I don’t want to paint myself as a genius or a wizard, I absolutely struggle with this too, but I feel fortunate that I played in a bunch of punk/postpunk/sludge type bands over the years and as bands fell apart and rose from ashes, people moved and new bands formed, I came to really identify what it was I wanted from being in bands. Turns out it wasn’t to get noticed by Pitchfork or whatever; the most fun bands I was ever in were the ones where the band was at least partly an excuse to hang out with friends I wanted to hang out with. I don’t think it was a coincidence that the band(s) where that was the case were also the bands whose music was most liked by other people. I think you can just tell when somebody’s stoked to be doing it.

I played in a band that did a fake doom metal song as a joke, then my next band just legit played doom metal because we found we had a lot of fun playing doom metal.
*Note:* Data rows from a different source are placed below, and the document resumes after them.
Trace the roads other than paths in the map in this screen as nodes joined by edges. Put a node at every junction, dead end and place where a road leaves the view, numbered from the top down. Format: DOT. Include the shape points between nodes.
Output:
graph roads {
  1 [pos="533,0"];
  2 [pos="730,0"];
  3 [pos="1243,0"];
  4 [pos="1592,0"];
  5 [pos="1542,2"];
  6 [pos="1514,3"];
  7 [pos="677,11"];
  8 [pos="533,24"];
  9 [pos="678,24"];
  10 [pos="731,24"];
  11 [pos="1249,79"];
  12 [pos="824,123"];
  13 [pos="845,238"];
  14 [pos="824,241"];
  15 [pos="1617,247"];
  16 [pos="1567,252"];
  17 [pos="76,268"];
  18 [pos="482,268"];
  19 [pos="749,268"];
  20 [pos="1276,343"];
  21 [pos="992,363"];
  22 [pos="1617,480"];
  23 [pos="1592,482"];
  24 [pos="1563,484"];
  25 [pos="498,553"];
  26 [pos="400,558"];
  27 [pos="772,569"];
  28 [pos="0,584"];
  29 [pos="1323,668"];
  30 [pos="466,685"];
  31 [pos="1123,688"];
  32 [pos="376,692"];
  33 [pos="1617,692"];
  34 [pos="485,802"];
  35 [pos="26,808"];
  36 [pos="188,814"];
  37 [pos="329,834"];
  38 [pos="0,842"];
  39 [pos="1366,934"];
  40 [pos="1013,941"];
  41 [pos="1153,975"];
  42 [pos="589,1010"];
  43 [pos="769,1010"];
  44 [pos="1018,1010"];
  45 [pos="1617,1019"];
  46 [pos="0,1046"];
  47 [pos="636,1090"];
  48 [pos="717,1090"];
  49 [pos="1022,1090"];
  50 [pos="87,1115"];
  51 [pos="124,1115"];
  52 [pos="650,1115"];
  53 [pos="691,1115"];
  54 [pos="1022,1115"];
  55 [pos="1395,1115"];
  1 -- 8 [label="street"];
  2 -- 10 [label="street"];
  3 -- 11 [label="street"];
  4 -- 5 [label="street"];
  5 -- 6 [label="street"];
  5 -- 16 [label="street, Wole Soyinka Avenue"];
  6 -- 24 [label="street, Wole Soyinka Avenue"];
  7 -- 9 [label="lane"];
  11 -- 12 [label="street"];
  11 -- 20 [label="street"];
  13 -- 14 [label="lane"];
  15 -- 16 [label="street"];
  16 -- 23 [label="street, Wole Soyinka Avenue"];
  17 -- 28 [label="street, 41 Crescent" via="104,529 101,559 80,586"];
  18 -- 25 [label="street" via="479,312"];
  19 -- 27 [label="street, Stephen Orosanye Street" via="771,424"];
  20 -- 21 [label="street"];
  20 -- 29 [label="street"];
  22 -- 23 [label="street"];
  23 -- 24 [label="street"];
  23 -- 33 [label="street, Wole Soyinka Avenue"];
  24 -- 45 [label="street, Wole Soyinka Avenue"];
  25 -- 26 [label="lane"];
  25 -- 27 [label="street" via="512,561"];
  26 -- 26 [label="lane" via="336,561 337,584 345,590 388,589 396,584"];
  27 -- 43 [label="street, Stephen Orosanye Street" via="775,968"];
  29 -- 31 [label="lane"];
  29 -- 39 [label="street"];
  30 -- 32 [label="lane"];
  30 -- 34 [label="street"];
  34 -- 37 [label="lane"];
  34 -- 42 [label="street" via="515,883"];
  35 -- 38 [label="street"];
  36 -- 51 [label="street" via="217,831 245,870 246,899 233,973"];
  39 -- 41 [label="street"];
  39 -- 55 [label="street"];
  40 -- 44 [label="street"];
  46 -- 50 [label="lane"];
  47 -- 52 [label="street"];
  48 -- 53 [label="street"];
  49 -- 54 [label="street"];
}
I never would have said “I intend to start a doom metal band,” we just kind of stumbled into an exciting idea and went for it, and it ended up being awesome.
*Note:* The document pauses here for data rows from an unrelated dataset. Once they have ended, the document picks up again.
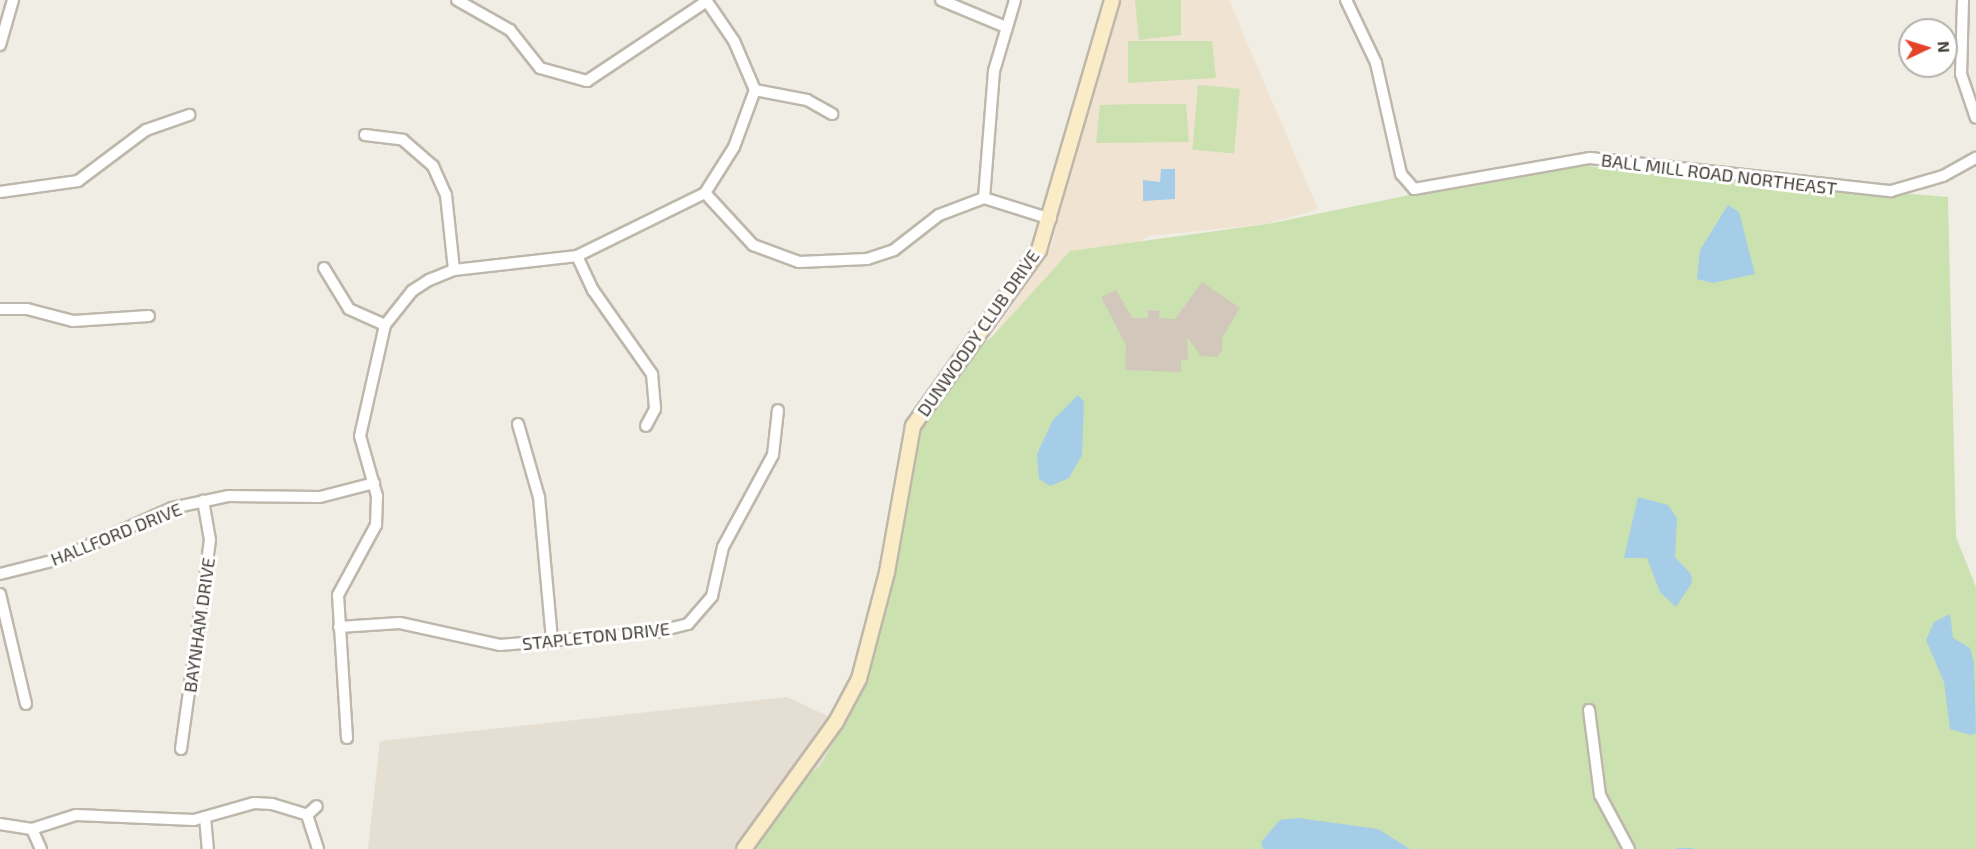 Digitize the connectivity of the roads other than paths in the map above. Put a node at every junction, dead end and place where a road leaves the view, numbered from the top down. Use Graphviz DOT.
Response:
graph roads {
  1 [pos="13,0"];
  2 [pos="457,0"];
  3 [pos="706,0"];
  4 [pos="941,0"];
  5 [pos="1015,0"];
  6 [pos="1112,0"];
  7 [pos="1346,0"];
  8 [pos="1963,0"];
  9 [pos="1006,27"];
  10 [pos="0,45"];
  11 [pos="755,90"];
  12 [pos="832,114"];
  13 [pos="189,115"];
  14 [pos="1976,118"];
  15 [pos="365,135"];
  16 [pos="1976,158"];
  17 [pos="0,192"];
  18 [pos="705,193"];
  19 [pos="984,198"];
  20 [pos="1051,219"];
  21 [pos="577,256"];
  22 [pos="324,268"];
  23 [pos="454,270"];
  24 [pos="0,309"];
  25 [pos="149,316"];
  26 [pos="385,325"];
  27 [pos="778,410"];
  28 [pos="518,424"];
  29 [pos="646,426"];
  30 [pos="374,483"];
  31 [pos="202,501"];
  32 [pos="0,574"];
  33 [pos="0,594"];
  34 [pos="339,627"];
  35 [pos="552,641"];
  36 [pos="26,704"];
  37 [pos="1589,710"];
  38 [pos="347,738"];
  39 [pos="181,749"];
  40 [pos="317,806"];
  41 [pos="307,815"];
  42 [pos="205,817"];
  43 [pos="0,824"];
  44 [pos="32,829"];
  45 [pos="41,849"];
  46 [pos="208,849"];
  47 [pos="318,849"];
  48 [pos="744,849"];
  49 [pos="1629,849"];
  1 -- 10 [label="street"];
  2 -- 3 [label="street"];
  3 -- 11 [label="street"];
  4 -- 9 [label="street"];
  5 -- 9 [label="street"];
  6 -- 20 [label="street, DUNWOODY CLUB DRIVE"];
  7 -- 16 [label="street, BALL MILL ROAD NORTHEAST"];
  8 -- 14 [label="street"];
  9 -- 19 [label="street"];
  11 -- 12 [label="street"];
  11 -- 18 [label="street"];
  13 -- 17 [label="street"];
  15 -- 23 [label="street"];
  18 -- 19 [label="street"];
  18 -- 21 [label="street"];
  19 -- 20 [label="street"];
  20 -- 48 [label="street, DUNWOODY CLUB DRIVE"];
  21 -- 23 [label="street"];
  21 -- 29 [label="street"];
  22 -- 26 [label="street"];
  23 -- 26 [label="street"];
  24 -- 25 [label="street"];
  26 -- 30 [label="street"];
  27 -- 35 [label="street, STAPLETON DRIVE"];
  28 -- 35 [label="street"];
  30 -- 31 [label="street, HALLFORD DRIVE"];
  30 -- 34 [label="street"];
  31 -- 32 [label="street, HALLFORD DRIVE"];
  31 -- 39 [label="street, BAYNHAM DRIVE"];
  33 -- 36 [label="street"];
  34 -- 35 [label="street, STAPLETON DRIVE"];
  34 -- 38 [label="street"];
  37 -- 49 [label="street"];
  40 -- 41 [label="street"];
  41 -- 42 [label="street"];
  41 -- 47 [label="street"];
  42 -- 44 [label="street"];
  42 -- 46 [label="street"];
  43 -- 44 [label="street"];
  44 -- 45 [label="street"];
}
I think that’s the trick: figuring out how to be stoked on making music. I think focusing on the imaginary end product actually gets in the way of that feeling of “oh shit this is fun” in the moment. Of course there has to be a balance. And I’ve been playing electronic hardware for a year, maybe I will hit a wall with it at some point, but right now the exciting piece is learning how to use it, being surprised by what my stuff can do, exploring and building stuff. It’s not as immediate as asking a bandmate to try something, but it feels a lot more immediate than laying down a track at a time in a DAW, and that leads to a different way of working that I’m finding quite inspiring.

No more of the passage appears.